> _EXERCISE DETAILS_: Using the data below, restate exactly every line from the one with "pinky mcp: (548, 293)" up to and including the one with "thumb tip: (385, 218)". No picture belongs in it.

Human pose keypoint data
● ● ● ● ● ● ●

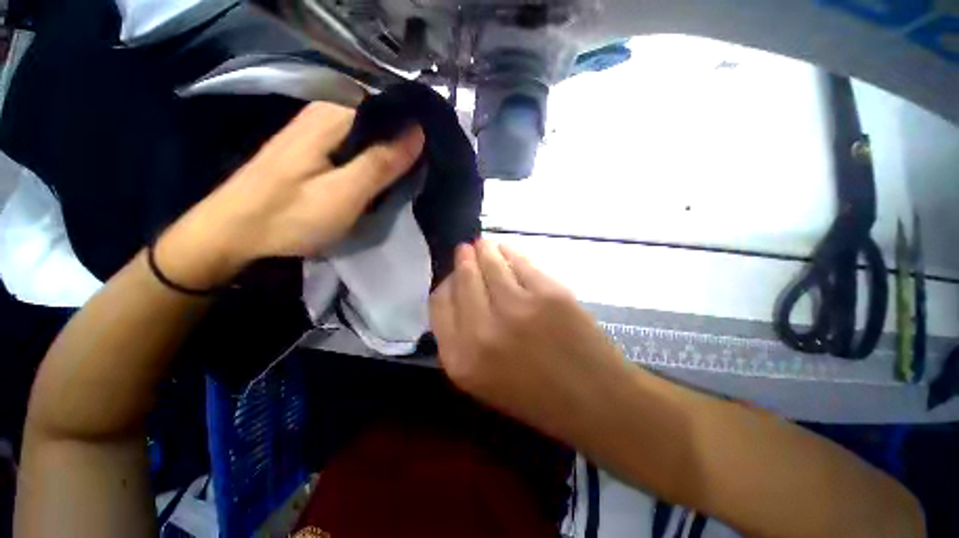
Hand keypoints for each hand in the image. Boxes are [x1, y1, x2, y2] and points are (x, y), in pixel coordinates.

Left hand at [155, 102, 424, 288]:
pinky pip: (355, 147)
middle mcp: (324, 112)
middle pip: (379, 120)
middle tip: (425, 170)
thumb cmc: (290, 215)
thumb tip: (419, 132)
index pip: (389, 107)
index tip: (435, 153)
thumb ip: (382, 162)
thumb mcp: (344, 193)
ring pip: (368, 135)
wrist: (233, 233)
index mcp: (332, 114)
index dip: (414, 128)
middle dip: (404, 143)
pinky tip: (382, 178)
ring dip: (390, 154)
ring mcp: (316, 130)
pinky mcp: (313, 149)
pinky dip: (372, 161)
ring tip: (410, 176)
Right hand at [430, 239, 628, 440]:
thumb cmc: (536, 397)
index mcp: (461, 360)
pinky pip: (520, 261)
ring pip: (490, 263)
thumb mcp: (483, 380)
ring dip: (484, 250)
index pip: (439, 304)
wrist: (595, 402)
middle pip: (462, 280)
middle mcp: (482, 332)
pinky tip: (506, 250)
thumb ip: (462, 339)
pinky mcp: (548, 293)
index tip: (453, 275)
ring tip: (484, 245)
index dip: (446, 284)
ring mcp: (517, 309)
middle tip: (465, 250)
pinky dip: (510, 252)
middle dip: (463, 261)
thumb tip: (458, 294)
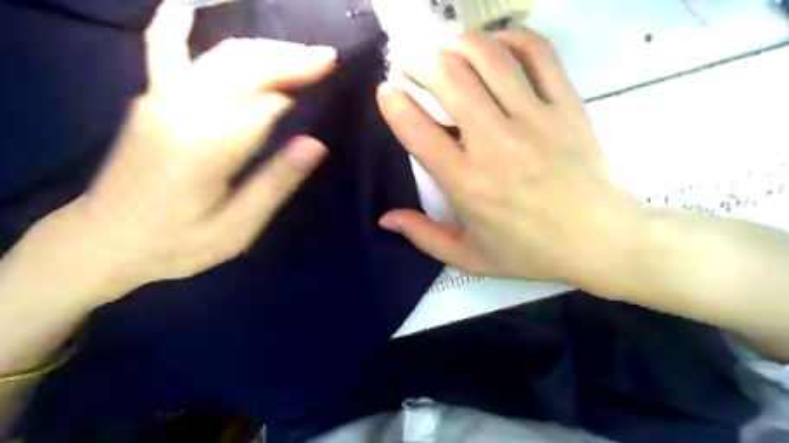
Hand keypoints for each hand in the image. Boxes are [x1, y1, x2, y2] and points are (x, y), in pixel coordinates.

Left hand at [23, 2, 334, 304]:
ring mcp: (160, 99)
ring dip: (262, 49)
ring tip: (297, 51)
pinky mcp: (151, 100)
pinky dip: (178, 23)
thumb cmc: (176, 242)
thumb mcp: (237, 228)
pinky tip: (189, 5)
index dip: (299, 80)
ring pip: (219, 56)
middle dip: (288, 57)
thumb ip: (275, 183)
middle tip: (326, 57)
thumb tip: (315, 144)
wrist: (102, 241)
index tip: (332, 73)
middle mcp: (183, 109)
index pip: (266, 98)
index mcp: (209, 144)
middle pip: (244, 67)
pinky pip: (165, 50)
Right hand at [378, 27, 647, 285]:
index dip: (393, 103)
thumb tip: (385, 218)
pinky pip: (538, 54)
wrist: (599, 240)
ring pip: (488, 57)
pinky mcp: (566, 106)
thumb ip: (423, 236)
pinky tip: (495, 45)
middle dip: (418, 60)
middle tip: (409, 64)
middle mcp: (496, 144)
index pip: (417, 130)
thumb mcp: (468, 256)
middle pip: (449, 77)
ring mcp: (535, 119)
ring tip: (444, 49)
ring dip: (456, 43)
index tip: (386, 91)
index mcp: (467, 183)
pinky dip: (511, 39)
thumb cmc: (528, 251)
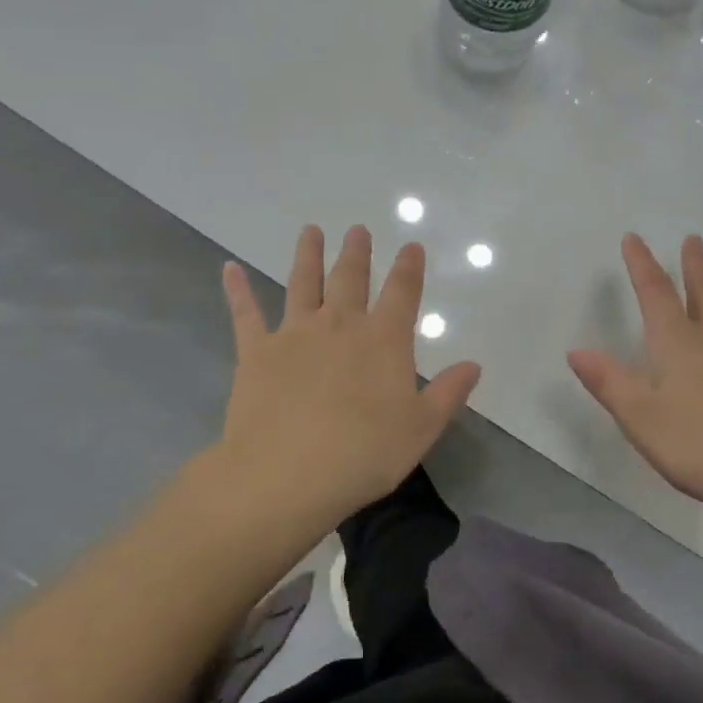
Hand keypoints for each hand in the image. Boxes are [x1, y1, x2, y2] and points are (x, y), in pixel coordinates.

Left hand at [212, 224, 480, 533]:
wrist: (286, 473)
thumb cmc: (364, 454)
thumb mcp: (421, 429)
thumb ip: (449, 393)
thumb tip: (473, 365)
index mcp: (384, 340)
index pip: (402, 293)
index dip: (409, 267)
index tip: (411, 246)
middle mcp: (340, 325)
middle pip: (350, 278)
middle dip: (357, 252)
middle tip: (357, 229)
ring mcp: (295, 334)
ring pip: (303, 283)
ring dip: (308, 255)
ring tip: (310, 230)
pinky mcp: (256, 351)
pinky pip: (245, 313)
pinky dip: (238, 290)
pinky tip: (229, 269)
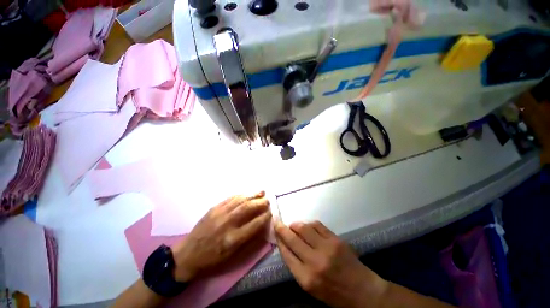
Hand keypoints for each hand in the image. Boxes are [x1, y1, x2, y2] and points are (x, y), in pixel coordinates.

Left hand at [172, 191, 270, 281]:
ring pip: (238, 201)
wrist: (190, 253)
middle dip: (260, 203)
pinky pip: (227, 200)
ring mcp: (218, 214)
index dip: (265, 217)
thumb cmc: (213, 259)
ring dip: (250, 195)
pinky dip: (238, 196)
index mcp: (234, 238)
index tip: (272, 213)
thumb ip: (248, 242)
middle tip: (268, 200)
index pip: (254, 224)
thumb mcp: (233, 256)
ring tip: (261, 192)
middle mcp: (227, 223)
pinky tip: (244, 194)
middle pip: (247, 209)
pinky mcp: (211, 210)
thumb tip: (261, 229)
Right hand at [275, 220, 388, 307]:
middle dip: (282, 230)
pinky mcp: (338, 241)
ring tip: (292, 225)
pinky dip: (311, 224)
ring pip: (305, 230)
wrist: (360, 289)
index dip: (279, 242)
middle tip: (277, 222)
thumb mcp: (309, 288)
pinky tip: (308, 226)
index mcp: (305, 277)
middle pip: (293, 240)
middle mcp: (314, 261)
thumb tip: (288, 250)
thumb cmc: (333, 293)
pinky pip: (320, 227)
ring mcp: (327, 249)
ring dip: (296, 225)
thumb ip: (297, 269)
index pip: (286, 254)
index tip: (274, 234)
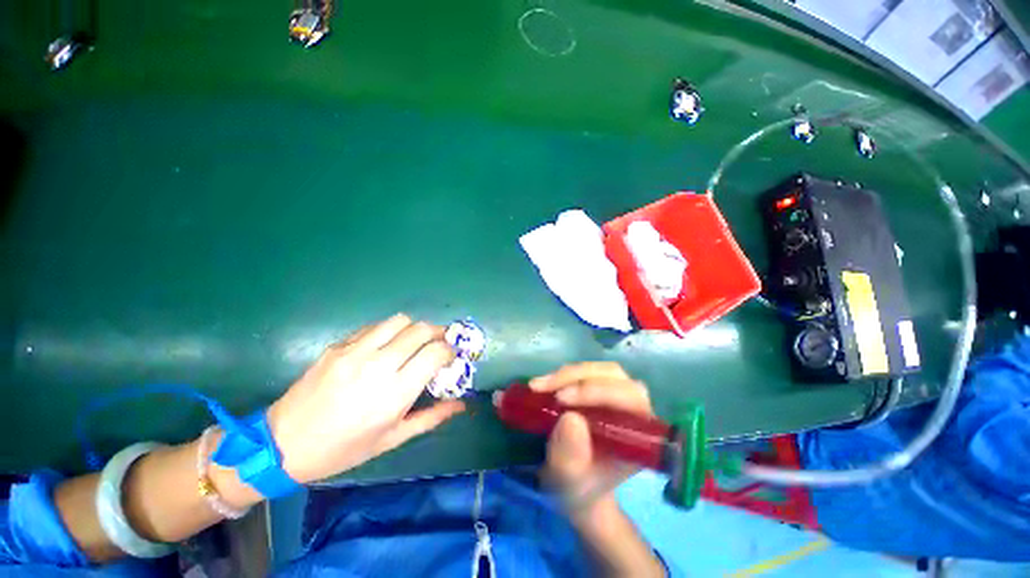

● ● ● ● ● ● ●

> _RESULT FOR THIS EXERCISE_:
pinky mcp: (548, 293)
index tip: (453, 275)
ring tip: (484, 245)
index dip: (446, 284)
ring mcp: (517, 309)
middle tip: (465, 250)
pinky dip: (510, 252)
middle dip: (463, 261)
thumb tip: (458, 294)
Hand keypoints for each hand in the image. Boxes are [x1, y1, x2, y2] and points are (x, y), in pixel coordinates.

Left hand at [23, 2, 334, 304]:
ring mcp: (160, 99)
ring dip: (262, 49)
ring tip: (297, 51)
pinky mcp: (151, 100)
pinky dip: (178, 23)
thumb cmc: (176, 242)
thumb mcp: (237, 228)
pinky tip: (189, 5)
index dip: (299, 80)
ring pip: (219, 56)
middle dip: (288, 57)
thumb ip: (275, 183)
middle tip: (326, 57)
thumb tip: (315, 144)
wrist: (102, 241)
index tip: (332, 73)
middle mcp: (183, 109)
index pip: (266, 98)
index mcp: (209, 144)
middle pip: (244, 67)
pinky pip: (165, 50)
Right hand at [378, 27, 647, 285]:
index dip: (393, 103)
thumb tip: (385, 218)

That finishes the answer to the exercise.